Return the listing beneath precisely, with every line intact.

═══ Data under study

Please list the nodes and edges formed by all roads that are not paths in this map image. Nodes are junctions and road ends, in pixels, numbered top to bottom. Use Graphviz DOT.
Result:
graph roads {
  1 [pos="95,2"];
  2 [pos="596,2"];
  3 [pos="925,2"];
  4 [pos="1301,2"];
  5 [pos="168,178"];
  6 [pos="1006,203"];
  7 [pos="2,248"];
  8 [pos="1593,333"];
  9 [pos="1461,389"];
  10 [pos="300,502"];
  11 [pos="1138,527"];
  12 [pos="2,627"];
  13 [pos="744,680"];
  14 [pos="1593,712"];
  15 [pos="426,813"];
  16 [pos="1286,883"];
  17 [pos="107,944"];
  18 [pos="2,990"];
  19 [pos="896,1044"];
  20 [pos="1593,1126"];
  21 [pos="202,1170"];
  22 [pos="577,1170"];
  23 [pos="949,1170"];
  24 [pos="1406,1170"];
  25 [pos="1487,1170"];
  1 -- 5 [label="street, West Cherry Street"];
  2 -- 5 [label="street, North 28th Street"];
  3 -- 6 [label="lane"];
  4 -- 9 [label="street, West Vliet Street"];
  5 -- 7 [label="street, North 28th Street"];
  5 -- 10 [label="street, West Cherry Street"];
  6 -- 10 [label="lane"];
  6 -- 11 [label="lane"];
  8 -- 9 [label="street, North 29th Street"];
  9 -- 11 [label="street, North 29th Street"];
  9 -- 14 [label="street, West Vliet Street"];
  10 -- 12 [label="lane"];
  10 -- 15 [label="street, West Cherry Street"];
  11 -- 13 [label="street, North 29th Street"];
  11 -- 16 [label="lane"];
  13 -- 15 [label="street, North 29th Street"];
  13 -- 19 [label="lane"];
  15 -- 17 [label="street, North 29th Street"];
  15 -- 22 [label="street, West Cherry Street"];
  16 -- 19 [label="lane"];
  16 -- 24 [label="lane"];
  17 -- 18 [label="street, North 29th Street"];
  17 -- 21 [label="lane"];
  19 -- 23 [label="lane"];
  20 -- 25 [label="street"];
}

══════

**Task response:**
Please list the nodes and edges formed by all roads that are not paths in this map image. Nodes are junctions and road ends, in pixels, numbered top to bottom. Use Graphviz DOT.
Result:
graph roads {
  1 [pos="95,2"];
  2 [pos="596,2"];
  3 [pos="925,2"];
  4 [pos="1301,2"];
  5 [pos="168,178"];
  6 [pos="1006,203"];
  7 [pos="2,248"];
  8 [pos="1593,333"];
  9 [pos="1461,389"];
  10 [pos="300,502"];
  11 [pos="1138,527"];
  12 [pos="2,627"];
  13 [pos="744,680"];
  14 [pos="1593,712"];
  15 [pos="426,813"];
  16 [pos="1286,883"];
  17 [pos="107,944"];
  18 [pos="2,990"];
  19 [pos="896,1044"];
  20 [pos="1593,1126"];
  21 [pos="202,1170"];
  22 [pos="577,1170"];
  23 [pos="949,1170"];
  24 [pos="1406,1170"];
  25 [pos="1487,1170"];
  1 -- 5 [label="street, West Cherry Street"];
  2 -- 5 [label="street, North 28th Street"];
  3 -- 6 [label="lane"];
  4 -- 9 [label="street, West Vliet Street"];
  5 -- 7 [label="street, North 28th Street"];
  5 -- 10 [label="street, West Cherry Street"];
  6 -- 10 [label="lane"];
  6 -- 11 [label="lane"];
  8 -- 9 [label="street, North 29th Street"];
  9 -- 11 [label="street, North 29th Street"];
  9 -- 14 [label="street, West Vliet Street"];
  10 -- 12 [label="lane"];
  10 -- 15 [label="street, West Cherry Street"];
  11 -- 13 [label="street, North 29th Street"];
  11 -- 16 [label="lane"];
  13 -- 15 [label="street, North 29th Street"];
  13 -- 19 [label="lane"];
  15 -- 17 [label="street, North 29th Street"];
  15 -- 22 [label="street, West Cherry Street"];
  16 -- 19 [label="lane"];
  16 -- 24 [label="lane"];
  17 -- 18 [label="street, North 29th Street"];
  17 -- 21 [label="lane"];
  19 -- 23 [label="lane"];
  20 -- 25 [label="street"];
}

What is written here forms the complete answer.